Citations sur So Long, Luise (31)
Il semblerait que conserver sa dignité passé quatre-vingts ans ce soit tout simplement obtenir des autres qu'ils vous parlent normalement. Sans ralentir le débit, sans cette lénifiante familiarité dont ils usent si volontiers, sans attendrissement marqué, sans non plus simplifier le propos et en forçant un peu le volume.
Le désir est comme le jeu, est comme l'art, offert, une occasion de multiplier les possibles qui s'accompagne parfois d'un inévitable éclat.
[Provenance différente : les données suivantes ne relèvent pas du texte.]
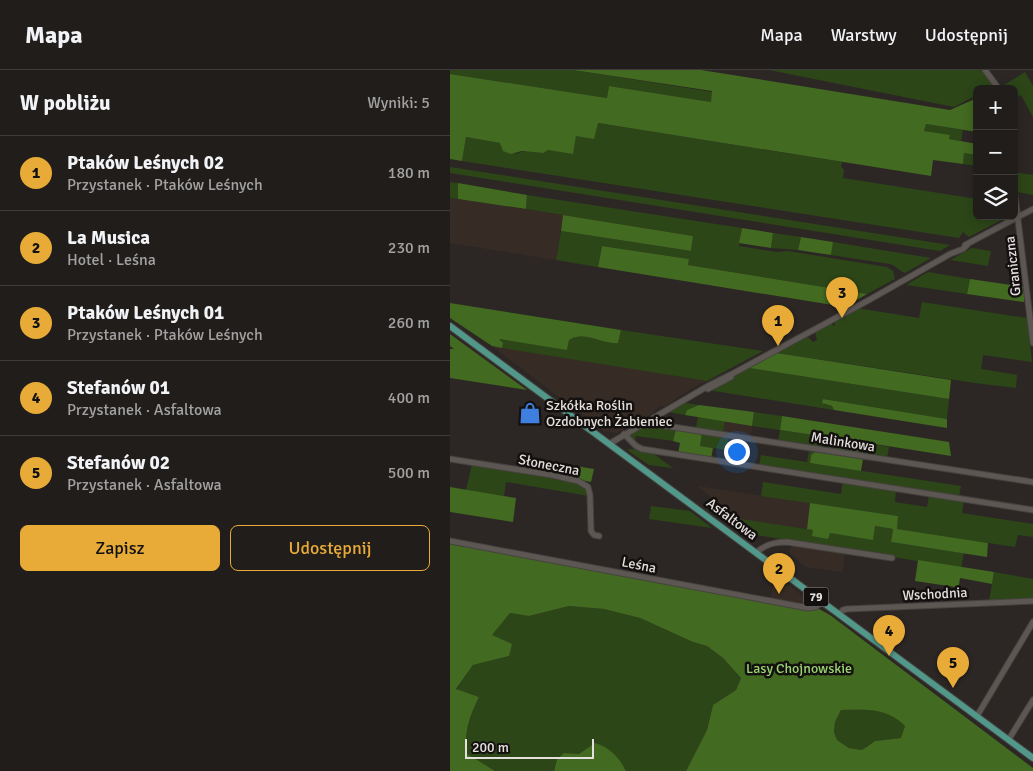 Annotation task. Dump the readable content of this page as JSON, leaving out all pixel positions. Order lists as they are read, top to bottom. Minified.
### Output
{"streets":{"main road":["Asfaltowa","79"],"street":["Graniczna","Malinkowa","Słoneczna","Leśna","Wschodnia"]},"crossings":[["Asfaltowa","Leśna"],["Asfaltowa","Wschodnia"]],"parks":["Lasy Chojnowskie"],"places":{"shop":["Szkółka Roślin Ozdobnych Żabieniec"]},"scale_bar":"200 m","page":{"header":"Mapa","nav":["Mapa","Warstwy","Udostępnij"],"heading":["W pobliżu","Wyniki: 5"],"map_buttons":["+","−"],"list":[{"mark":"1","name":"Ptaków Leśnych 02","note":"Przystanek · Ptaków Leśnych","value":"180 m"},{"mark":"2","name":"La Musica","note":"Hotel · Leśna","value":"230 m"},{"mark":"3","name":"Ptaków Leśnych 01","note":"Przystanek · Ptaków Leśnych","value":"260 m"},{"mark":"4","name":"Stefanów 01","note":"Przystanek · Asfaltowa","value":"400 m"},{"mark":"5","name":"Stefanów 02","note":"Przystanek · Asfaltowa","value":"500 m"}],"pins":["3","1","2","4","5"],"buttons":["Zapisz","Udostępnij"],"scale":"200 m"}} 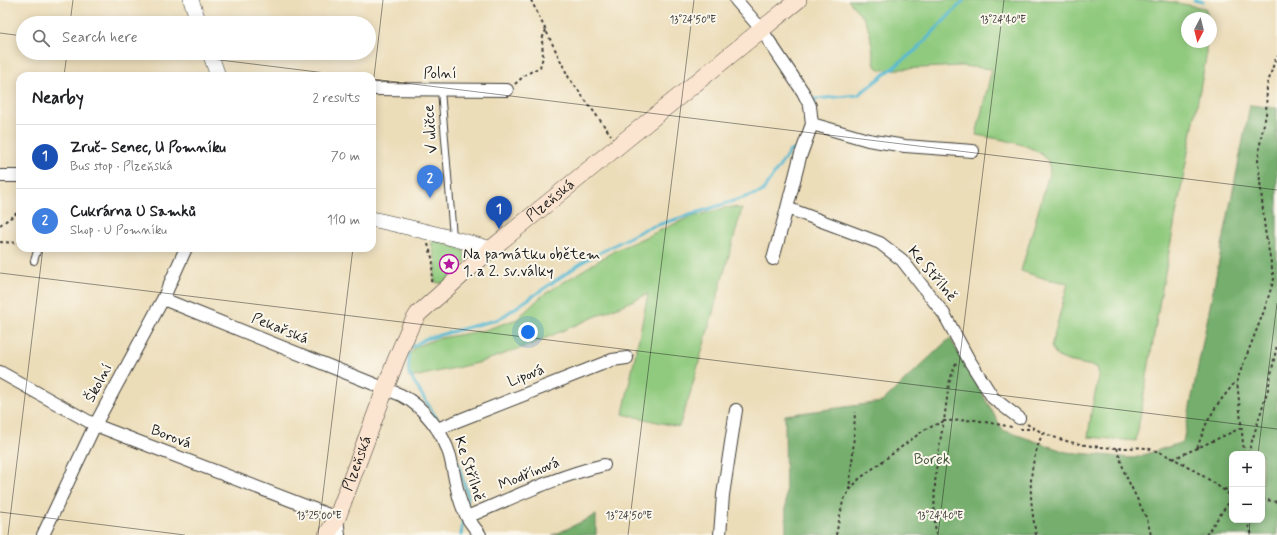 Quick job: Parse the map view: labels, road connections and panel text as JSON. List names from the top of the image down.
{
  "streets": {
    "main road": ["Plzeňská"],
    "street": [
      "Polní",
      "Ke Střílně",
      "Pekařská",
      "Lipová",
      "Školní",
      "Borová",
      "Modřínová"
    ],
    "lane": ["V uličce"]
  },
  "crossings": [
    ["Polní", "V uličce"],
    ["Plzeňská", "Ke Střílně"],
    ["Plzeňská", "Pekařská"],
    ["Plzeňská", "Borová"],
    ["Ke Střílně", "Pekařská"],
    ["Ke Střílně", "Lipová"],
    ["Ke Střílně", "Modřínová"],
    ["Pekařská", "Školní"],
    ["Školní", "Borová"]
  ],
  "parks": ["Borek"],
  "places": {
    "place": ["Na památku obětem 1. a 2. sv.války"]
  },
  "north": "bottom",
  "page": {
    "search": "Search here",
    "heading": ["Nearby", "2 results"],
    "list": [
      {
        "mark": "1",
        "name": "Zruč- Senec, U Pomníku",
        "note": "Bus stop · Plzeňská",
        "value": "70 m"
      },
      {
        "mark": "2",
        "name": "Cukrárna U Samků",
        "note": "Shop · U Pomníku",
        "value": "110 m"
      }
    ],
    "pins": ["2", "1"],
    "map_buttons": ["+", "−"]
  },
  "coordinates": ["13°24'50\"E", "13°24'40\"E", "13°25'00\"E"]
} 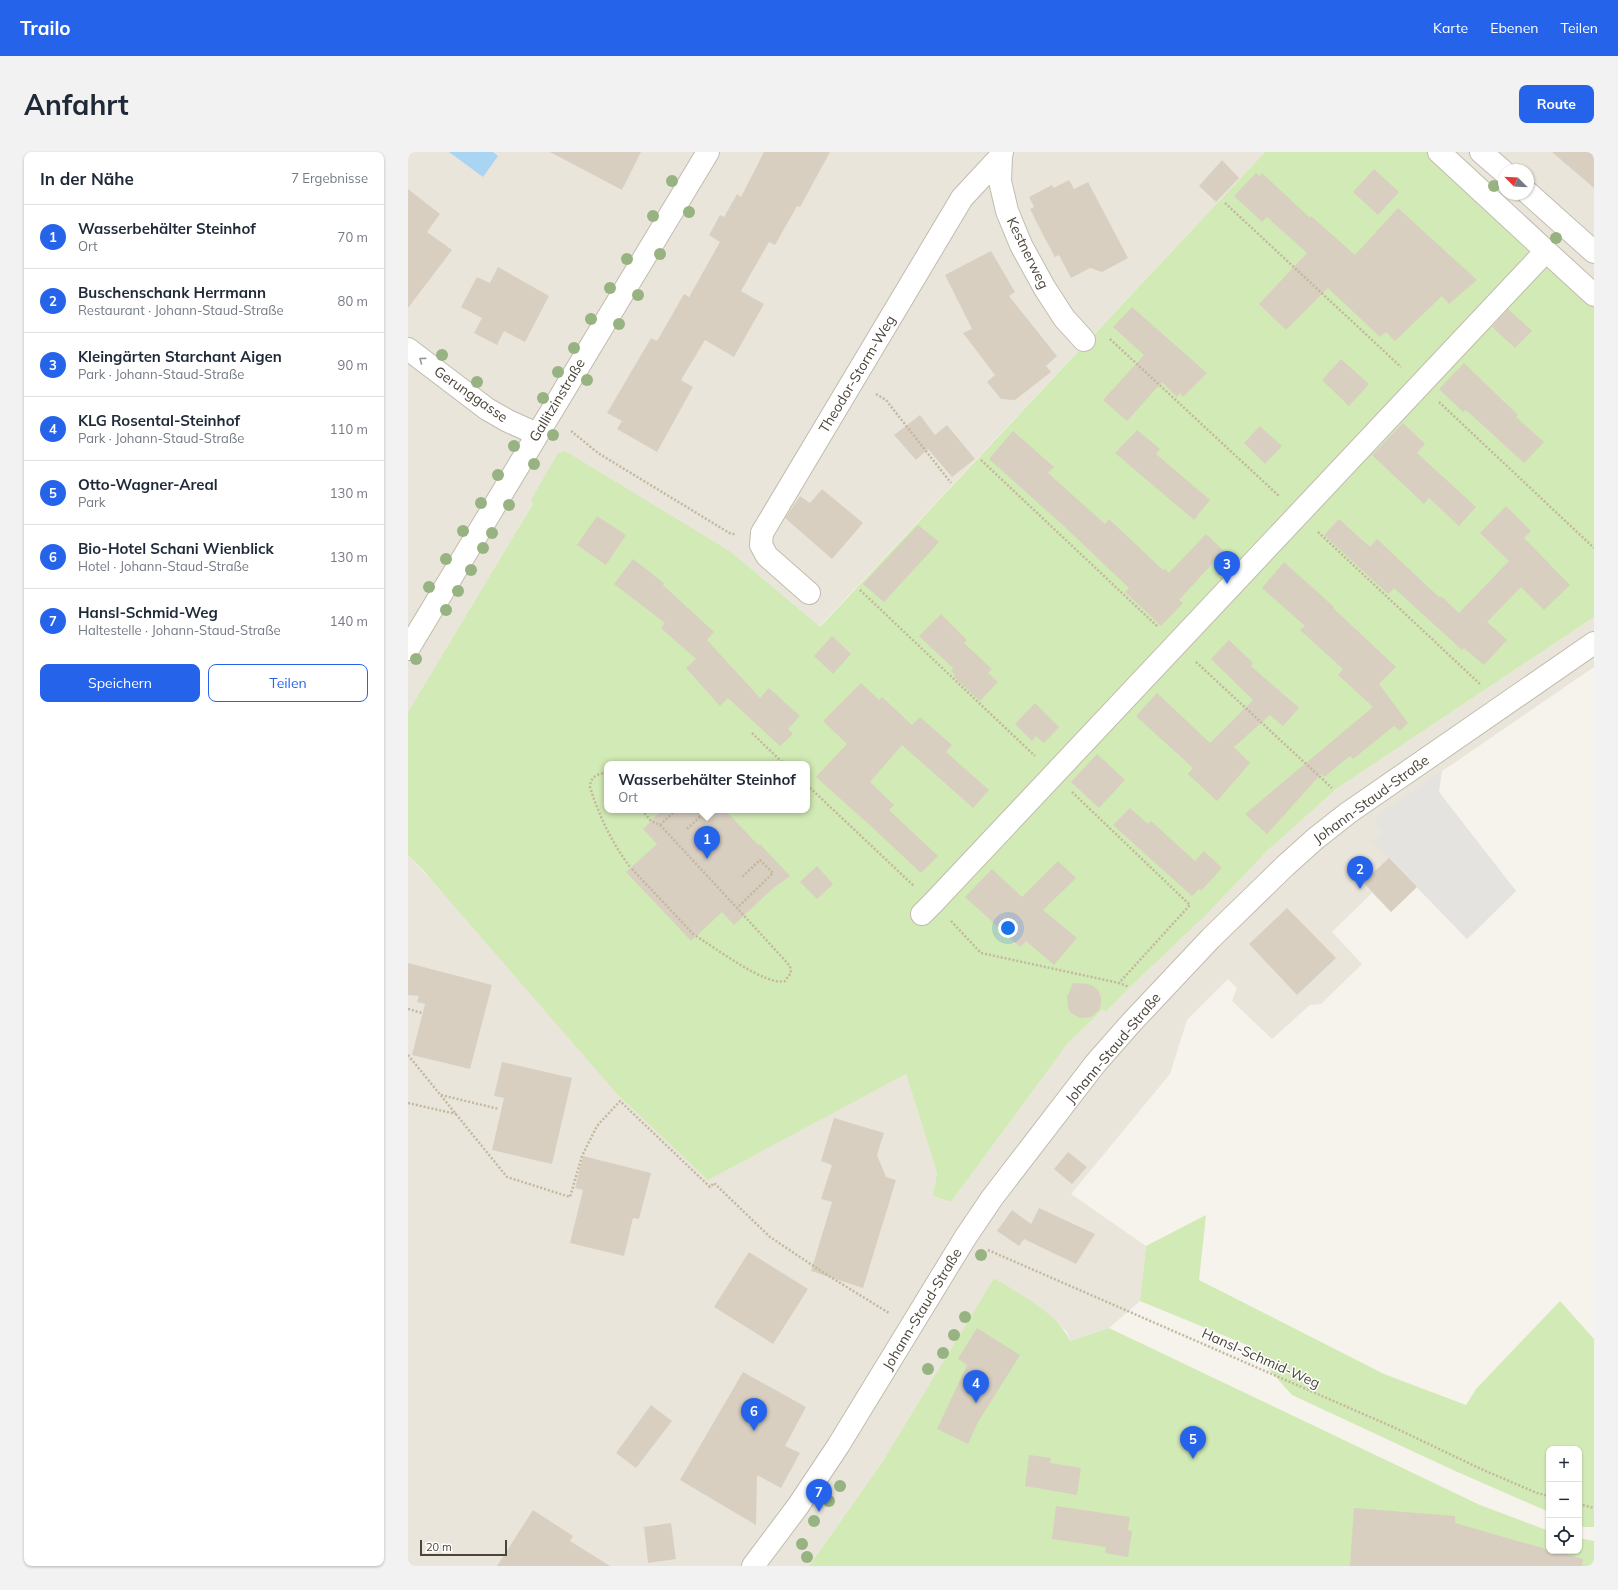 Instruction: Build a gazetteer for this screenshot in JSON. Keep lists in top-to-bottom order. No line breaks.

Se laisser saisir par l'étrangeté est la disposition la plus difficile qui soit.
La cuisine, l'amour et la littérature ne se font pas seul mais se font sans témoin, il y a bien assez de monde dans ces histoires intimes. D'autant plus qu'à force d'étudier les spatules et détailler les cuillers à glace, les pelles à fromage, la pomme parisienne ou le couteau d'office, on en vient à ne plus pouvoir monter la plus bête des mayonnaises.
Nous ne possédons rien si ce n'est la puissance et, peut-être, le talent de recréer, allongé sous un saule dans un fauteuil articulé, ce que nous avons soi-disant déjà vécu.
N'est-ce pas ce que nous faisons tous ? Rêver à un nid de bulles enfin stable, accroché peut-être à une feuille dérivante ou une lentille d'eau capricieuse mais un nid de bulle douillet, qu'il ne s'agirait pas de refaire chaque matin, de regonfler chaque soir. Une illusion.
On n'apprend à s'amuser vraiment qu'après la quarantaine, sans réserve, avec cet appétit inchangé, développé par le temps perdu qu'on n'a plus l'heur de gaspiller et qu'on dépense d'autant plus généreusement qu'il nous en reste moins. Sauf à être un arriéré monacal, personne passé quarante-cinq ans ne reste plus le cul sur sa chaise quand il y a bal. Il y en a si peu. La peur du ridicule qui phagocyte les jeunes gens platement immortels n'a plus de prise. Disons que la vulgarité de la mort est une chose acquise. Ainsi que l'indécence naturelle du corps – acceptée – qui n'empêche pas l'élégance, qui la fonde.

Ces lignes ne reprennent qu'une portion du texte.